- Pedersen's Nasjonal Samling ID photo
- Born: 30 December 1908 Stavanger, Norway
- Died: 30 March 1946 (aged 37) Sverresborg Fortress, Norway
- Criminal status: Executed by firing squad
- Conviction: Treason
- Criminal penalty: Death

= Hans Jakob Skaar Pedersen =

Norwegian jurist and Nazi police chief

Hans Jakob Skaar Pedersen (30 December 1908 - 30 March 1946) was a Norwegian police official and member of Nasjonal Samling who was sentenced to death for treason and executed in 1946.

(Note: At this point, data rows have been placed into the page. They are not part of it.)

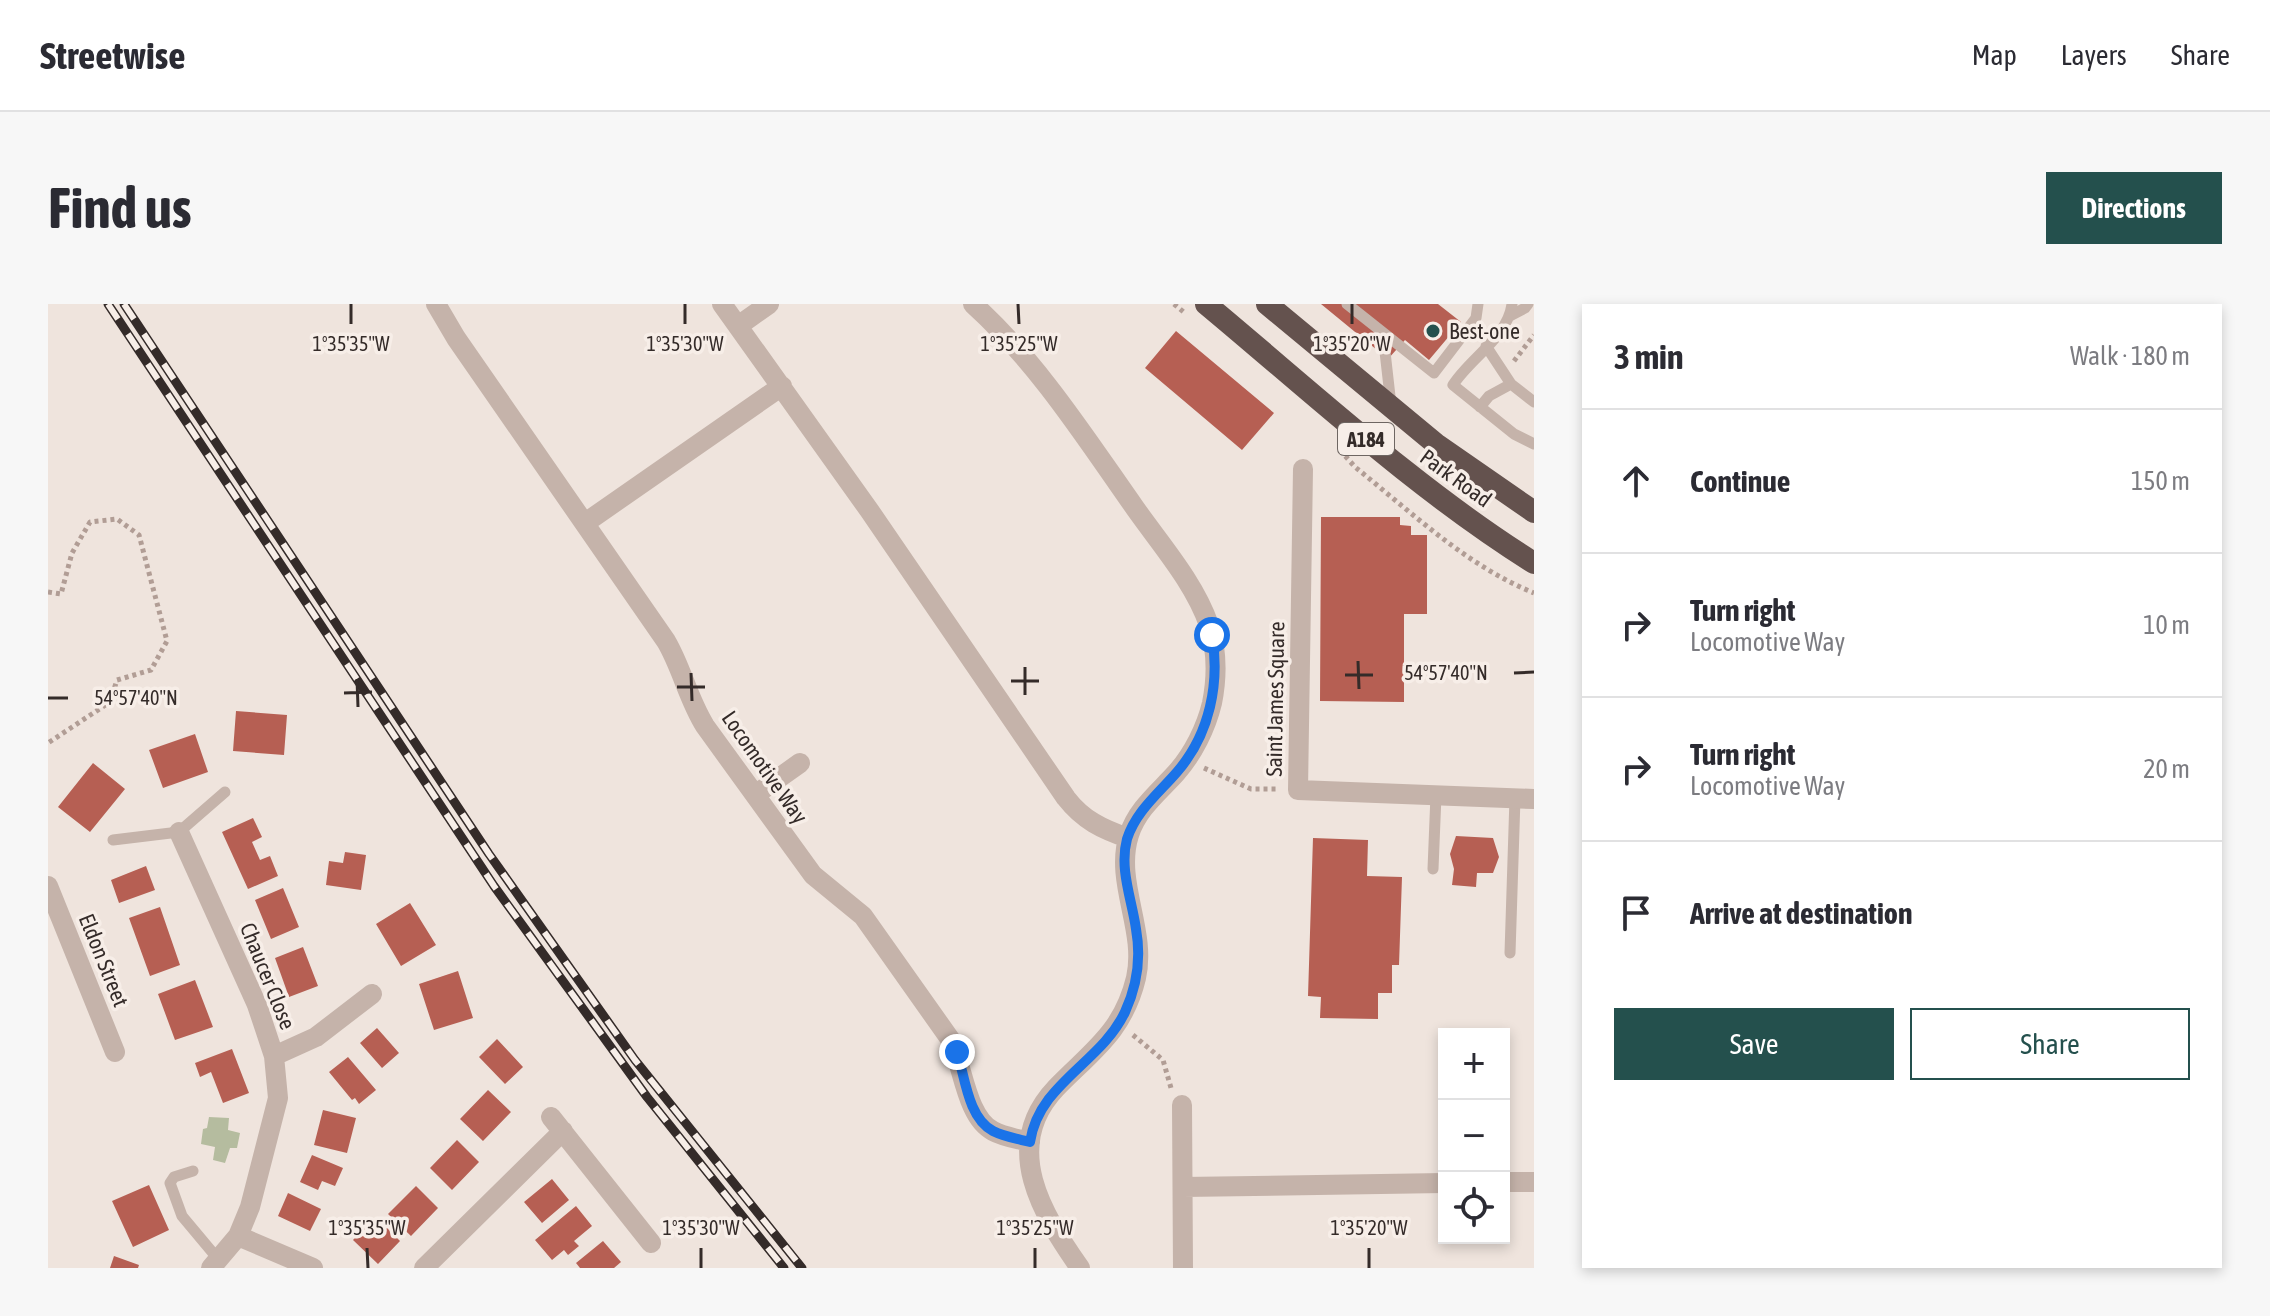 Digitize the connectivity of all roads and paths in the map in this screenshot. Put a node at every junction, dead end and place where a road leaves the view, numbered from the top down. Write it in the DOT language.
graph roads {
  1 [pos="436,304"];
  2 [pos="722,304"];
  3 [pos="769,304"];
  4 [pos="973,304"];
  5 [pos="1206,304"];
  6 [pos="1267,304"];
  7 [pos="1347,304"];
  8 [pos="1478,304"];
  9 [pos="1529,307"];
  10 [pos="1511,310"];
  11 [pos="738,326"];
  12 [pos="1383,334"];
  13 [pos="1534,335"];
  14 [pos="1486,346"];
  15 [pos="1515,365"];
  16 [pos="1511,384"];
  17 [pos="782,386"];
  18 [pos="1534,402"];
  19 [pos="1480,407"];
  20 [pos="1391,408"];
  21 [pos="1534,444"];
  22 [pos="1303,469"];
  23 [pos="1534,512"];
  24 [pos="585,523"];
  25 [pos="1534,563"];
  26 [pos="48,592"];
  27 [pos="48,743"];
  28 [pos="1187,760"];
  29 [pos="800,763"];
  30 [pos="1298,790"];
  31 [pos="225,792"];
  32 [pos="755,795"];
  33 [pos="1436,795"];
  34 [pos="1525,799"];
  35 [pos="179,832"];
  36 [pos="1128,838"];
  37 [pos="113,840"];
  38 [pos="1433,869"];
  39 [pos="48,886"];
  40 [pos="1510,953"];
  41 [pos="372,994"];
  42 [pos="1124,1014"];
  43 [pos="115,1052"];
  44 [pos="274,1056"];
  45 [pos="1182,1105"];
  46 [pos="1030,1142"];
  47 [pos="193,1171"];
  48 [pos="1510,1182"];
  49 [pos="1534,1182"];
  50 [pos="1438,1183"];
  51 [pos="1183,1187"];
  52 [pos="238,1236"];
  53 [pos="651,1243"];
  54 [pos="215,1264"];
  55 [pos="313,1268"];
  56 [pos="424,1268"];
  57 [pos="1080,1268"];
  58 [pos="1183,1268"];
  1 -- 24 [label="street, Locomotive Way"];
  2 -- 11 [label="street"];
  3 -- 11 [label="street"];
  4 -- 28 [label="street"];
  5 -- 25 [label="highway, Park Road / A184"];
  6 -- 20 [label="highway, Park Road / A184"];
  7 -- 12 [label="lane"];
  8 -- 12 [label="lane"];
  9 -- 10 [label="lane"];
  10 -- 14 [label="lane"];
  11 -- 17 [label="street"];
  12 -- 20 [label="lane"];
  13 -- 15 [label="path"];
  14 -- 16 [label="lane"];
  14 -- 19 [label="lane"];
  16 -- 18 [label="lane"];
  16 -- 19 [label="lane"];
  17 -- 24 [label="street"];
  17 -- 36 [label="street"];
  19 -- 21 [label="lane"];
  20 -- 23 [label="highway, Park Road / A184"];
  22 -- 30 [label="street, Saint James Square"];
  24 -- 32 [label="street, Locomotive Way"];
  26 -- 27 [label="path"];
  28 -- 30 [label="path"];
  28 -- 36 [label="street"];
  29 -- 32 [label="street"];
  30 -- 33 [label="street, Saint James Square"];
  31 -- 35 [label="lane"];
  32 -- 46 [label="street, Locomotive Way"];
  33 -- 34 [label="street, Saint James Square"];
  33 -- 38 [label="lane"];
  34 -- 40 [label="lane"];
  35 -- 37 [label="lane"];
  35 -- 44 [label="street, Chaucer Close"];
  36 -- 42 [label="street"];
  39 -- 43 [label="street, Eldon Street"];
  41 -- 44 [label="street"];
  42 -- 45 [label="path"];
  42 -- 46 [label="street"];
  44 -- 52 [label="street, Chaucer Close"];
  45 -- 51 [label="street"];
  46 -- 57 [label="street"];
  47 -- 54 [label="lane"];
  48 -- 49 [label="street"];
  50 -- 51 [label="street"];
  51 -- 58 [label="street"];
  52 -- 54 [label="street, Chaucer Close"];
  52 -- 55 [label="street"];
  53 -- 56 [label="street"];
} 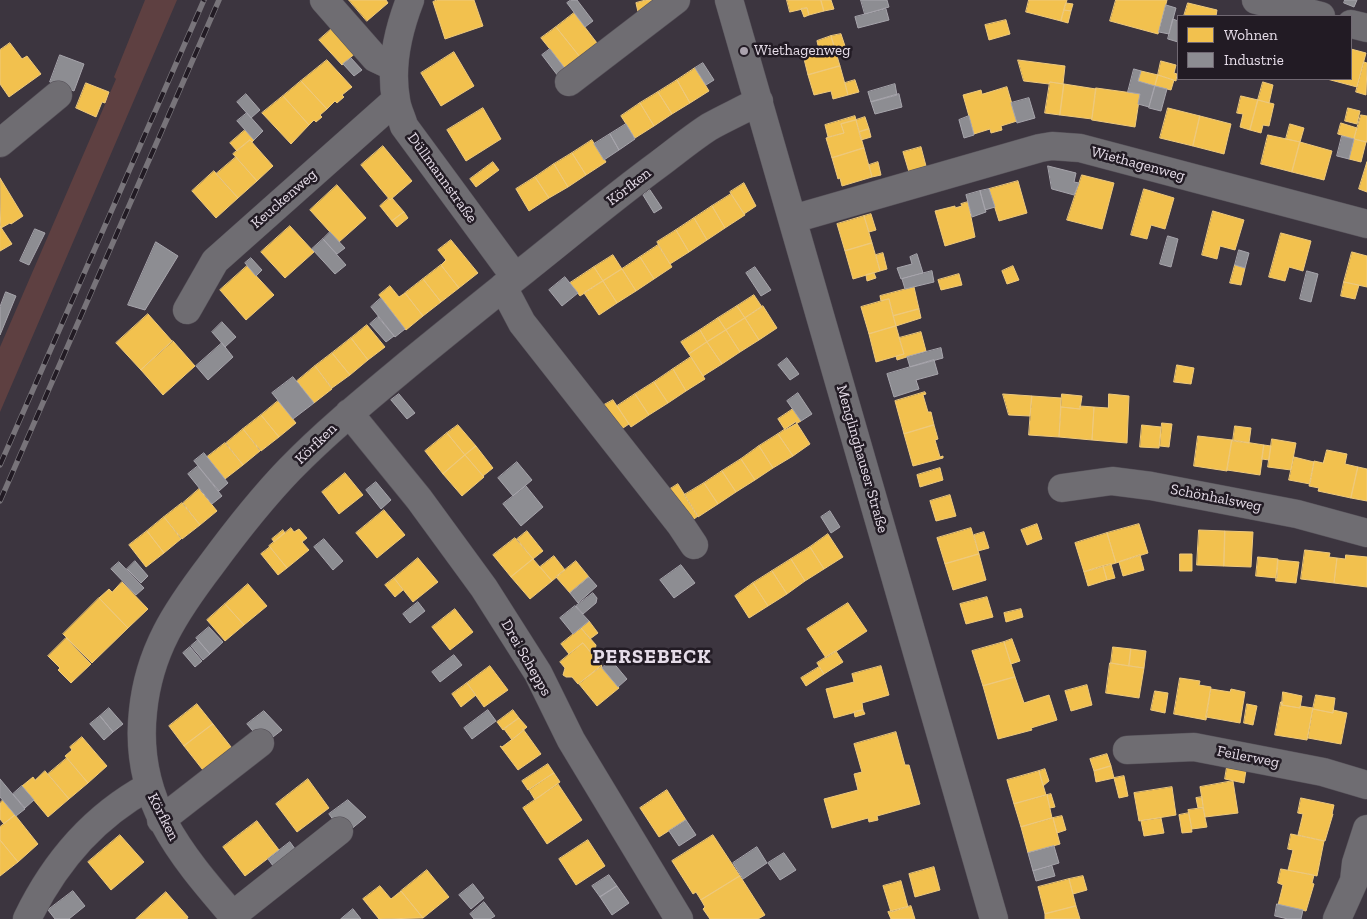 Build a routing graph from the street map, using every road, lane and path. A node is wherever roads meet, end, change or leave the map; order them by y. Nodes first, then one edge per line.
1 (324, 0) edge
2 (410, 0) edge
3 (676, 0) edge
4 (729, 0) edge
5 (1256, 0) edge
6 (1316, 15) edge
7 (1352, 24) edge
8 (1367, 28) edge
9 (394, 67) junction
10 (569, 82) dead end
11 (58, 95) dead end
12 (396, 100) junction
13 (759, 101) junction
14 (0, 143) edge
15 (793, 220) junction
16 (1367, 224) edge
17 (509, 282) junction
18 (187, 310) dead end
19 (349, 413) junction
20 (1062, 488) dead end
21 (1367, 533) edge
22 (694, 545) dead end
23 (260, 743) dead end
24 (1127, 750) dead end
25 (1367, 785) edge
26 (148, 787) junction
27 (161, 820) junction
28 (1367, 829) edge
29 (339, 832) dead end
30 (235, 917) edge
31 (27, 919) edge
32 (679, 919) edge
33 (994, 919) edge
34 (1337, 919) edge

1 - 9 street
2 - 9 street, Düllmannstraße
3 - 10 street
4 - 13 street, Menglinghauser Straße
5 - 6 street
7 - 8 street
9 - 12 street, Düllmannstraße
11 - 14 street
12 - 17 street, Düllmannstraße
12 - 18 street, Keuckenweg
13 - 15 street, Menglinghauser Straße
13 - 17 street, Körfken
15 - 16 street, Wiethagenweg
15 - 33 street, Menglinghauser Straße
17 - 19 street, Körfken
17 - 22 street, Düllmannstraße
19 - 26 street, Körfken
19 - 32 street, Drei Schepps
20 - 21 street, Schönhalsweg
23 - 27 street
24 - 25 street, Feilerweg
26 - 27 street, Körfken
26 - 31 street
27 - 30 street, Körfken
28 - 34 street
29 - 30 street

He was born in Stavanger to pharmacist Henrik Bernhard Pedersen and Tyri Josefine Pedersen. He graduated as a jurist in 1941 and was first assigned a position in Torridal. In January 1942 he was appointed acting district sheriff in Avaldsnes Municipality and mayor of Kopervik and Stangaland Municipality. In 1943 he was appointed as a police officer for the Statspolitiet (State Police, STAPO) in Stavanger, and was eventually promoted police chief of the Stavanger district, which included Aust-Agder, Vest-Agder, Rogaland, and parts of Hordaland counties.

In the legal purge he was tried for threats against prominent citizens (including priests and barristers), and several incidents of torture and maltreatment. Pedersen was sentenced to death by the Supreme Court of Norway in March 1946, and executed by firing squad at Sverresborg, Bergen, on 30 March.